◆ Task instructions ◆
Where "ring" appears in a line of the entries below, that line should be copied.

◆ Source data ◆
************
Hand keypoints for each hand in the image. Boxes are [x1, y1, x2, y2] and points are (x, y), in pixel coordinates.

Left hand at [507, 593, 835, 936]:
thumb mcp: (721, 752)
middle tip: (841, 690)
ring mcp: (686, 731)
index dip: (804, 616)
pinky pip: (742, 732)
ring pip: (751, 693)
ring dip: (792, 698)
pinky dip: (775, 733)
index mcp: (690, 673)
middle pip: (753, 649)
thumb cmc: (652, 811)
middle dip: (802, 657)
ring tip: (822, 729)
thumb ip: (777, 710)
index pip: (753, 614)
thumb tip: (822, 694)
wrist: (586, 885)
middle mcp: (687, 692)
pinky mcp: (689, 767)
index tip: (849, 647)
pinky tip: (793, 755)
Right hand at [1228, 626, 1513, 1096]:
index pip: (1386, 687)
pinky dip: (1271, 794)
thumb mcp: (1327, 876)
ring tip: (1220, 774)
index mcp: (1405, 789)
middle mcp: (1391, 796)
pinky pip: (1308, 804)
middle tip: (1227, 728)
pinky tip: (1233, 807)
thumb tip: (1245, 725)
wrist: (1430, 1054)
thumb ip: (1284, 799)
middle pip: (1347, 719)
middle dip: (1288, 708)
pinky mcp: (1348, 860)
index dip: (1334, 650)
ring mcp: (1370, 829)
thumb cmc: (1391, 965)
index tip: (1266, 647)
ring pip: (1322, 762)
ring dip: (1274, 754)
************
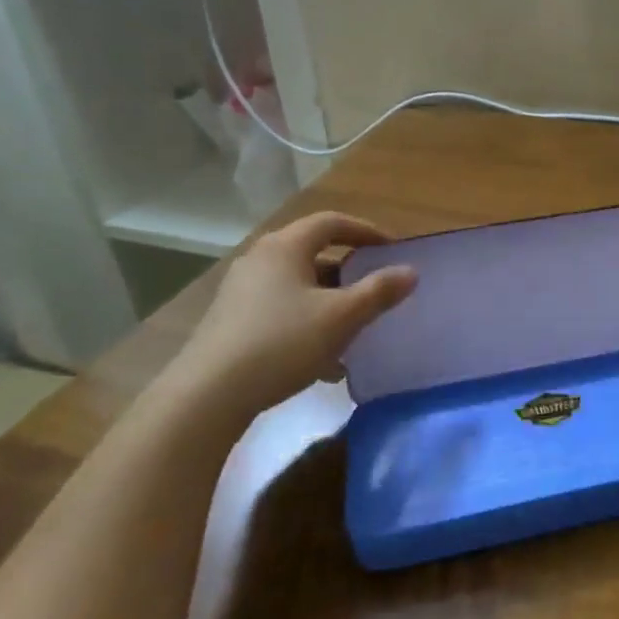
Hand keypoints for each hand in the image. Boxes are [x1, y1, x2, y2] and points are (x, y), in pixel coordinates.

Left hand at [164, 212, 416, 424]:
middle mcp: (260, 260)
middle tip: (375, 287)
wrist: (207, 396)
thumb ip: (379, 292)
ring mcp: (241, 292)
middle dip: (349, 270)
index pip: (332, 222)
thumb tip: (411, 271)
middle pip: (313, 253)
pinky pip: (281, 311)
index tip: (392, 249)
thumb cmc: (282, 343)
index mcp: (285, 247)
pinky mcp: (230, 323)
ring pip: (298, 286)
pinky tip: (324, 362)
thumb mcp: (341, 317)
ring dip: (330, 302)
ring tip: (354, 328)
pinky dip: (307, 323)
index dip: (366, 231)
************
◆ Solution for this task ◆
ring mcp: (686, 731)
ring pip: (751, 693)
ring dip: (792, 698)
ring tip: (822, 729)
ring tip: (1220, 774)
ring mcp: (1370, 829)
ring pip: (1322, 762)
ring dip: (1274, 754)
ring mcp: (241, 292)
ring pip: (298, 286)
ring dip: (330, 302)
ring tip: (354, 328)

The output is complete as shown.